__TASK TO COMPLETE__
Return the following from the records below: each line, word for word, starting with the line that contains "cairo_new_sub_path(cr);" and going on through the line that contains "cairo_set_miter_limit(cr, 4);", with nothing outside that range.

Records drawn from a dataset:
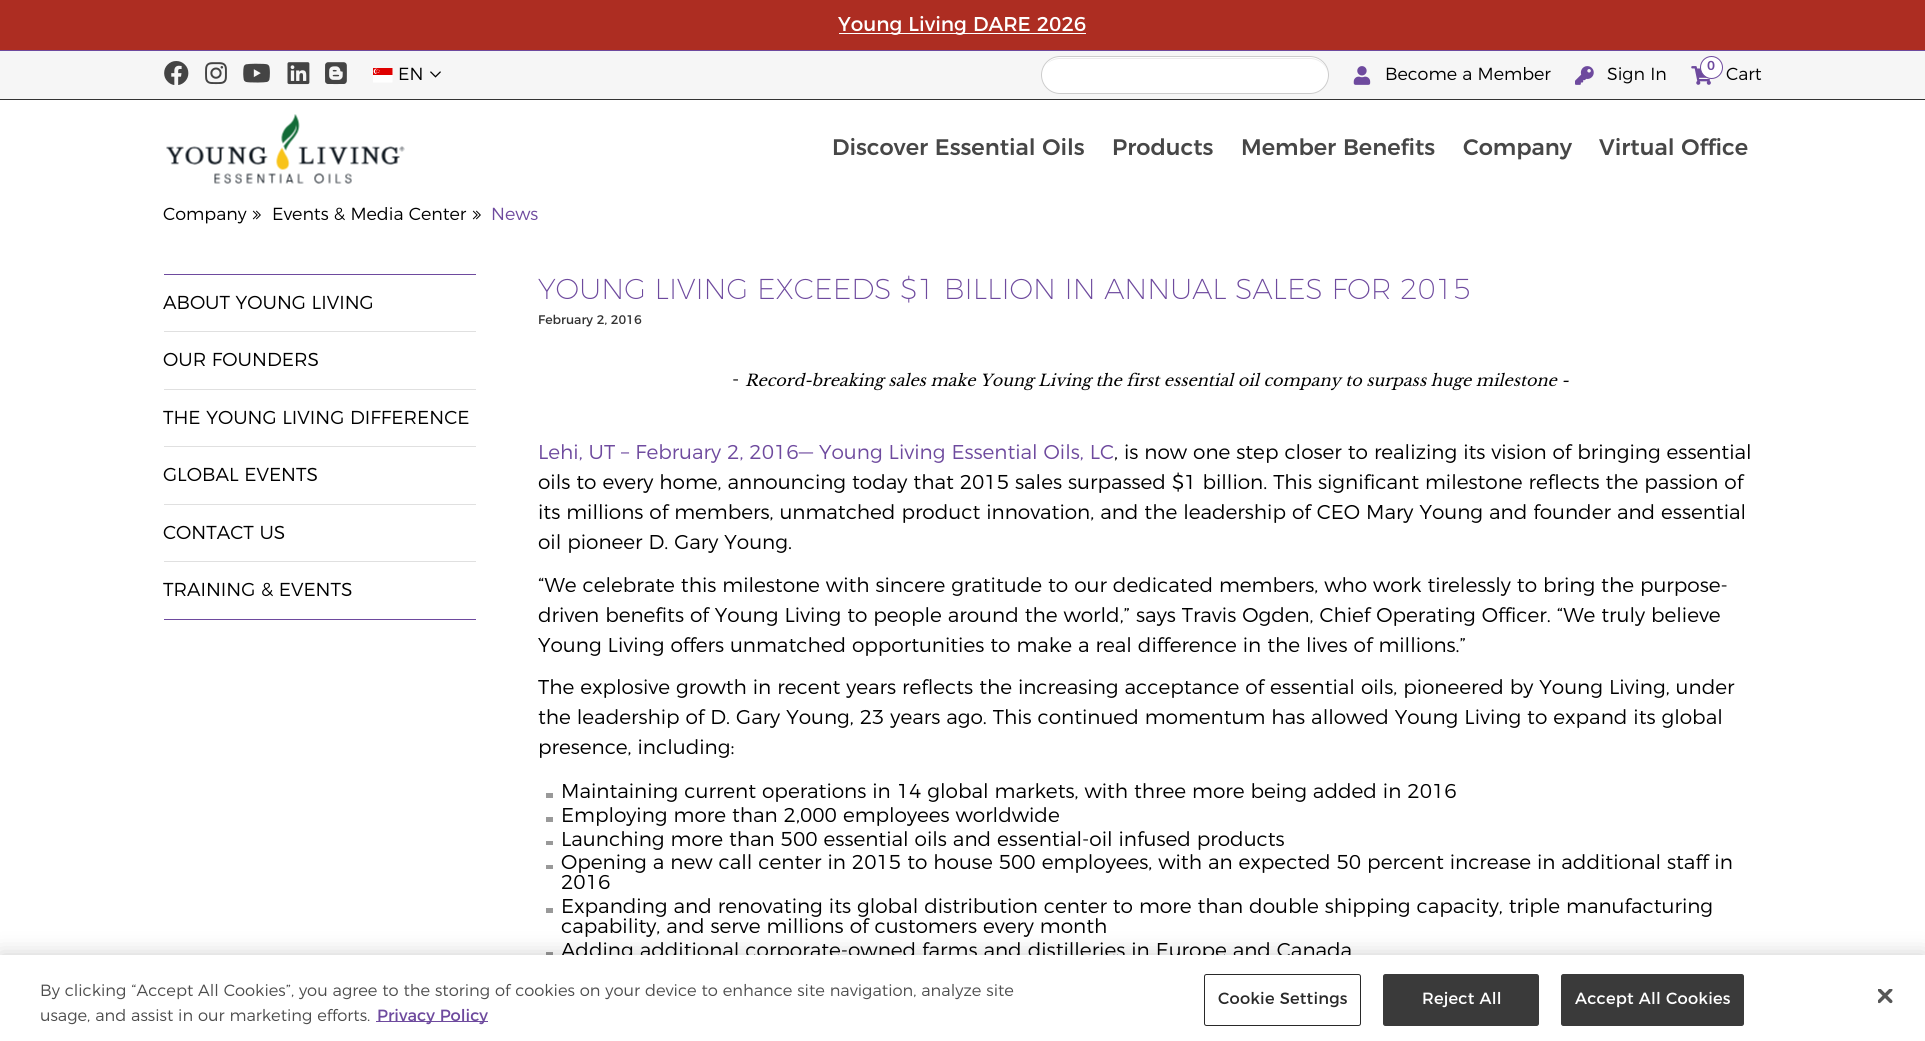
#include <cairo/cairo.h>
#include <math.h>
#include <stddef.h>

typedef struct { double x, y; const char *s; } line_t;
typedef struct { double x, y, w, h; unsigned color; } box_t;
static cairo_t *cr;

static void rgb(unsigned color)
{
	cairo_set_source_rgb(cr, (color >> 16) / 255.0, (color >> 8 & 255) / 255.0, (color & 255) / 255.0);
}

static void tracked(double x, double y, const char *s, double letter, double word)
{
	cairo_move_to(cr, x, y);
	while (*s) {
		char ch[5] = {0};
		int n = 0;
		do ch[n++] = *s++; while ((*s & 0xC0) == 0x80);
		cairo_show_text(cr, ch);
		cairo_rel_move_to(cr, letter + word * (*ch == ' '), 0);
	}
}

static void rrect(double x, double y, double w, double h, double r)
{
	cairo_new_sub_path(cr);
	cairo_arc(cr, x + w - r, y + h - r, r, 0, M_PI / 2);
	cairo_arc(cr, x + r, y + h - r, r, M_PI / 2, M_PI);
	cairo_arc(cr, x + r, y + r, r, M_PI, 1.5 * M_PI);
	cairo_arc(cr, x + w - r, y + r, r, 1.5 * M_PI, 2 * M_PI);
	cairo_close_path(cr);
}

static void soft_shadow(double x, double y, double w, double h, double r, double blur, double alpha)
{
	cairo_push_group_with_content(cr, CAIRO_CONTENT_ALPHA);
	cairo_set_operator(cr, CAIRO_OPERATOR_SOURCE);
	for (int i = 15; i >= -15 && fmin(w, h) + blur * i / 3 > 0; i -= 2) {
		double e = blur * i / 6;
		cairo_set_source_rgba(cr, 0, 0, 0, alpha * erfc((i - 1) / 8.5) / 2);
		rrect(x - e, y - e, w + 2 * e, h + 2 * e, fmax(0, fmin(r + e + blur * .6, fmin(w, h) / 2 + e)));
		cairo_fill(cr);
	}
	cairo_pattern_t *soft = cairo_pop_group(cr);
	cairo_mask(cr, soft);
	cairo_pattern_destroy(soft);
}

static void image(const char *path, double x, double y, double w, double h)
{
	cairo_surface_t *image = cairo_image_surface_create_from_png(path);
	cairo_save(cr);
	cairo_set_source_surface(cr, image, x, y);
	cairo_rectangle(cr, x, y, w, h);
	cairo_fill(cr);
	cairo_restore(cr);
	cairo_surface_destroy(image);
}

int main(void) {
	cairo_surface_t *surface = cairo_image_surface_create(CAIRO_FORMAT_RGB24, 1925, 1041);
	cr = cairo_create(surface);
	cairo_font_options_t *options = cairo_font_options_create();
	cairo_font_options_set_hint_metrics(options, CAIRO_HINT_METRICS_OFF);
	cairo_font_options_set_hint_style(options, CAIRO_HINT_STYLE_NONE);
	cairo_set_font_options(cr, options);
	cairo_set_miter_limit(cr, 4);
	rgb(0xffffff);
	cairo_paint(cr);
	{
		static const box_t items[] = {
			{0, 0, 1925, 50, 0xad2d22},
			{839, 33, 247, 1, 0xffffff},
			{0, 51, 1925, 48, 0xf6f6f6},
			{0, 50, 1925, 1, 0x6e4a9e},
			{0, 99, 1925, 1, 0x333333},
		};
		for (size_t i = 0; i < sizeof items / sizeof *items; i++) {
			rgb(items[i].color);
			cairo_rectangle(cr, items[i].x, items[i].y, items[i].w, items[i].h);
			cairo_fill(cr);
		}
	}
	image("img/1.png", 164, 61, 25, 24);
	image("img/2.png", 205, 62, 22, 23);
	image("img/3.png", 243, 63, 27, 20);
	image("img/4.png", 287, 62, 23, 23);
	image("img/5.png", 325, 62, 22, 23);
	image("img/6.png", 373, 68, 20, 15);
	image("img/7.png", 430, 71, 11, 7);
	rgb(0xffffff);
	rrect(1041, 56, 288, 38, 19);
	cairo_fill(cr);
	rgb(0xebebeb);
	cairo_new_path(cr);
	cairo_move_to(cr, 1060, 59);
	cairo_line_to(cr, 1310, 59);
	cairo_curve_to(cr, 1320, 59, 1328, 67, 1328, 76);
	cairo_curve_to(cr, 1328, 66, 1320, 58, 1310, 58);
	cairo_line_to(cr, 1060, 58);
	cairo_curve_to(cr, 1055, 58, 1050, 60, 1047, 64);
	cairo_curve_to(cr, 1050, 61, 1055, 59, 1060, 59);
	cairo_close_path(cr);
	cairo_fill(cr);
	rrect(1041.5, 56.5, 287, 37, 18.5);
	rgb(0xcccccc);
	cairo_set_line_width(cr, 1);
	cairo_stroke(cr);
	image("img/8.png", 1353, 66, 18, 19);
	image("img/9.png", 1575, 66, 19, 19);
	image("img/10.png", 1691, 66, 20, 19);
	rgb(0xffffff);
	cairo_arc(cr, 1711.5, 67.5, 11, 0, 2 * M_PI);
	cairo_fill_preserve(cr);
	rgb(0x6e4a9e);
	cairo_stroke(cr);
	image("img/11.png", 166, 114, 239, 70);
	image("img/12.png", 252, 210, 9, 10);
	image("img/12.png", 472, 210, 9, 10);
	{
		static const box_t items[] = {
			{164, 274, 312, 1, 0x6e4a9e},
			{164, 619, 312, 1, 0x6e4a9e},
			{164, 331, 312, 1, 0xe0e0e0},
			{164, 389, 312, 1, 0xe0e0e0},
			{164, 446, 312, 1, 0xe0e0e0},
			{164, 504, 312, 1, 0xe0e0e0},
			{164, 561, 312, 1, 0xe0e0e0},
			{546, 793, 7, 5, 0x999999},
			{546, 817, 7, 5, 0x999999},
			{546, 841, 7, 4, 0x999999},
			{546, 865, 7, 4, 0x999999},
			{546, 908, 7, 5, 0x999999},
			{546, 952, 7, 3, 0x999999},
		};
		for (size_t i = 0; i < sizeof items / sizeof *items; i++) {
			rgb(items[i].color);
			cairo_rectangle(cr, items[i].x, items[i].y, items[i].w, items[i].h);
			cairo_fill(cr);
		}
	}
	rgb(0x000000);
	soft_shadow(0, 955, 1925, 86, 0, 11, 0.2);
	cairo_select_font_face(cr, "Montserrat", CAIRO_FONT_SLANT_NORMAL, CAIRO_FONT_WEIGHT_NORMAL);
	cairo_set_font_size(cr, 20);
	rgb(0xffffff);
	cairo_move_to(cr, 838, 31);
	cairo_show_text(cr, "Young Living DARE 2026");
	cairo_select_font_face(cr, "Montserrat Light", CAIRO_FONT_SLANT_NORMAL, CAIRO_FONT_WEIGHT_NORMAL);
	cairo_set_font_size(cr, 17.5);
	rgb(0x000000);
	{
		static const line_t items[] = {
			{398, 80, "EN"},
			{1385, 80, "Become a Member"},
			{1607, 80, "Sign In"},
		};
		for (size_t i = 0; i < sizeof items / sizeof *items; i++) {
			cairo_move_to(cr, items[i].x, items[i].y);
			cairo_show_text(cr, items[i].s);
		}
	}
	cairo_select_font_face(cr, "Montserrat Medium", CAIRO_FONT_SLANT_NORMAL, CAIRO_FONT_WEIGHT_NORMAL);
	cairo_set_font_size(cr, 13);
	rgb(0x6e4a9e);
	cairo_move_to(cr, 1707, 70);
	cairo_show_text(cr, "0");
	cairo_select_font_face(cr, "Montserrat Light", CAIRO_FONT_SLANT_NORMAL, CAIRO_FONT_WEIGHT_NORMAL);
	cairo_set_font_size(cr, 17.5);
	rgb(0x000000);
	cairo_move_to(cr, 1726, 80);
	cairo_show_text(cr, "Cart");
	cairo_select_font_face(cr, "Montserrat Medium", CAIRO_FONT_SLANT_NORMAL, CAIRO_FONT_WEIGHT_NORMAL);
	cairo_set_font_size(cr, 22.5);
	rgb(0x474747);
	{
		static const line_t items[] = {
			{832, 155, "Discover Essential Oils"},
			{1112, 155, "Products"},
			{1241, 155, "Member Benefits"},
			{1463, 155, "Company"},
			{1599, 155, "Virtual Office"},
		};
		for (size_t i = 0; i < sizeof items / sizeof *items; i++) {
			cairo_move_to(cr, items[i].x, items[i].y);
			cairo_show_text(cr, items[i].s);
		}
	}
	cairo_select_font_face(cr, "Montserrat Light", CAIRO_FONT_SLANT_NORMAL, CAIRO_FONT_WEIGHT_NORMAL);
	cairo_set_font_size(cr, 17.5);
	rgb(0x000000);
	cairo_move_to(cr, 163, 220);
	cairo_show_text(cr, "Company");
	cairo_move_to(cr, 272, 220);
	cairo_show_text(cr, "Events & Media Center");
	rgb(0x6e4a9e);
	cairo_move_to(cr, 491, 220);
	cairo_show_text(cr, "News");
	cairo_set_font_size(cr, 18.75);
	rgb(0x000000);
	{
		static const line_t items[] = {
			{163, 309, "ABOUT YOUNG LIVING"},
			{163, 366, "OUR FOUNDERS"},
			{163, 424, "THE YOUNG LIVING DIFFERENCE"},
			{163, 481, "GLOBAL EVENTS"},
			{163, 539, "CONTACT US"},
			{163, 596, "TRAINING & EVENTS"},
		};
		for (size_t i = 0; i < sizeof items / sizeof *items; i++) {
			cairo_move_to(cr, items[i].x, items[i].y);
			cairo_show_text(cr, items[i].s);
		}
	}
	cairo_select_font_face(cr, "Montserrat ExtraLight", CAIRO_FONT_SLANT_NORMAL, CAIRO_FONT_WEIGHT_NORMAL);
	cairo_set_font_size(cr, 28.75);
	rgb(0x6e4a9e);
	cairo_move_to(cr, 538, 299);
	cairo_show_text(cr, "YOUNG LIVING EXCEEDS $1 BILLION IN ANNUAL SALES FOR 2015");
	cairo_select_font_face(cr, "Montserrat", CAIRO_FONT_SLANT_NORMAL, CAIRO_FONT_WEIGHT_NORMAL);
	cairo_set_font_size(cr, 12.5);
	rgb(0x333333);
	cairo_move_to(cr, 538, 324);
	cairo_show_text(cr, "February 2, 2016");
	cairo_select_font_face(cr, "Montserrat Light", CAIRO_FONT_SLANT_NORMAL, CAIRO_FONT_WEIGHT_NORMAL);
	cairo_set_font_size(cr, 20);
	rgb(0x000000);
	cairo_move_to(cr, 732, 386);
	cairo_show_text(cr, "-");
	cairo_select_font_face(cr, "Libre Baskerville", CAIRO_FONT_SLANT_ITALIC, CAIRO_FONT_WEIGHT_NORMAL);
	cairo_move_to(cr, 745, 386);
	cairo_show_text(cr, "Record-breaking sales make Young Living the first essential oil company to surpass huge milestone -");
	cairo_select_font_face(cr, "Montserrat Light", CAIRO_FONT_SLANT_NORMAL, CAIRO_FONT_WEIGHT_NORMAL);
	rgb(0x6e4a9e);
	cairo_move_to(cr, 538, 459);
	cairo_show_text(cr, "Lehi, UT – February 2, 2016— Young Living Essential Oils, LC");
	rgb(0x000000);
	{
		static const line_t items[] = {
			{1114, 459, ", is now one step closer to realizing its vision of bringing essential"},
			{538, 489, "oils to every home, announcing today that 2015 sales surpassed $1 billion. This significant milestone reflects the passion of"},
			{538, 519, "its millions of members, unmatched product innovation, and the leadership of CEO Mary Young and founder and essential"},
			{538, 549, "oil pioneer D. Gary Young."},
			{538, 592, "“We celebrate this milestone with sincere gratitude to our dedicated members, who work tirelessly to bring the purpose-"},
			{538, 622, "driven benefits of Young Living to people around the world,” says Travis Ogden, Chief Operating Officer. “We truly believe"},
			{538, 652, "Young Living offers unmatched opportunities to make a real difference in the lives of millions.”"},
			{538, 694, "The explosive growth in recent years reflects the increasing acceptance of essential oils, pioneered by Young Living, under"},
			{538, 724, "the leadership of D. Gary Young, 23 years ago. This continued momentum has allowed Young Living to expand its global"},
			{538, 754, "presence, including:"},
			{561, 798, "Maintaining current operations in 14 global markets, with three more being added in 2016"},
			{561, 822, "Employing more than 2,000 employees worldwide"},
			{561, 846, "Launching more than 500 essential oils and essential-oil infused products"},
			{561, 869, "Opening a new call center in 2015 to house 500 employees, with an expected 50 percent increase in additional staff in"},
			{561, 889, "2016"},
			{561, 913, "Expanding and renovating its global distribution center to more than double shipping capacity, triple manufacturing"},
			{561, 933, "capability, and serve millions of customers every month"},
			{561, 957, "Adding additional corporate-owned farms and distilleries in Europe and Canada"},
		};
		for (size_t i = 0; i < sizeof items / sizeof *items; i++) {
			cairo_move_to(cr, items[i].x, items[i].y);
			cairo_show_text(cr, items[i].s);
		}
	}
	rgb(0xffffff);
	cairo_rectangle(cr, 0, 955, 1925, 86);
	cairo_fill(cr);
	cairo_set_font_size(cr, 16.25);
	rgb(0x4d4d4d);
	cairo_move_to(cr, 40, 996);
	cairo_show_text(cr, "By clicking “Accept All Cookies”, you agree to the storing of cookies on your device to enhance site navigation, analyze site");
	cairo_move_to(cr, 40, 1021);
	cairo_show_text(cr, "usage, and assist in our marketing efforts.");
	rgb(0x6e4a9e);
	cairo_rectangle(cr, 376, 1021, 112, 1);
	cairo_fill(cr);
	cairo_select_font_face(cr, "Montserrat", CAIRO_FONT_SLANT_NORMAL, CAIRO_FONT_WEIGHT_NORMAL);
	cairo_move_to(cr, 377, 1021);
	cairo_show_text(cr, "Privacy Policy");
	rrect(1204.5, 974.5, 156, 51, 2);
	rgb(0x292929);
	cairo_stroke(cr);
	tracked(1218, 1004, "Cookie Settings", 0.2, 0);
	rgb(0x3a3a3a);
	rrect(1383.5, 974.5, 155, 51, 2);
	cairo_fill_preserve(cr);
	cairo_stroke(cr);
	rgb(0xffffff);
	tracked(1422, 1004, "Reject All", 0.2, 0);
	rgb(0x3a3a3a);
	rrect(1561.5, 974.5, 182, 51, 2);
	cairo_fill_preserve(cr);
	cairo_stroke(cr);
	rgb(0xffffff);
	tracked(1575, 1004, "Accept All Cookies", 0.2, 0);
	image("img/13.png", 1878, 989, 15, 15);
	cairo_surface_write_to_png(surface, "page.png");
	cairo_font_options_destroy(options);
	cairo_destroy(cr);
	cairo_surface_destroy(surface);
	return 0;
}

__SOLUTION BELOW__
	cairo_new_sub_path(cr);
	cairo_arc(cr, x + w - r, y + h - r, r, 0, M_PI / 2);
	cairo_arc(cr, x + r, y + h - r, r, M_PI / 2, M_PI);
	cairo_arc(cr, x + r, y + r, r, M_PI, 1.5 * M_PI);
	cairo_arc(cr, x + w - r, y + r, r, 1.5 * M_PI, 2 * M_PI);
	cairo_close_path(cr);
}

static void soft_shadow(double x, double y, double w, double h, double r, double blur, double alpha)
{
	cairo_push_group_with_content(cr, CAIRO_CONTENT_ALPHA);
	cairo_set_operator(cr, CAIRO_OPERATOR_SOURCE);
	for (int i = 15; i >= -15 && fmin(w, h) + blur * i / 3 > 0; i -= 2) {
		double e = blur * i / 6;
		cairo_set_source_rgba(cr, 0, 0, 0, alpha * erfc((i - 1) / 8.5) / 2);
		rrect(x - e, y - e, w + 2 * e, h + 2 * e, fmax(0, fmin(r + e + blur * .6, fmin(w, h) / 2 + e)));
		cairo_fill(cr);
	}
	cairo_pattern_t *soft = cairo_pop_group(cr);
	cairo_mask(cr, soft);
	cairo_pattern_destroy(soft);
}

static void image(const char *path, double x, double y, double w, double h)
{
	cairo_surface_t *image = cairo_image_surface_create_from_png(path);
	cairo_save(cr);
	cairo_set_source_surface(cr, image, x, y);
	cairo_rectangle(cr, x, y, w, h);
	cairo_fill(cr);
	cairo_restore(cr);
	cairo_surface_destroy(image);
}

int main(void) {
	cairo_surface_t *surface = cairo_image_surface_create(CAIRO_FORMAT_RGB24, 1925, 1041);
	cr = cairo_create(surface);
	cairo_font_options_t *options = cairo_font_options_create();
	cairo_font_options_set_hint_metrics(options, CAIRO_HINT_METRICS_OFF);
	cairo_font_options_set_hint_style(options, CAIRO_HINT_STYLE_NONE);
	cairo_set_font_options(cr, options);
	cairo_set_miter_limit(cr, 4);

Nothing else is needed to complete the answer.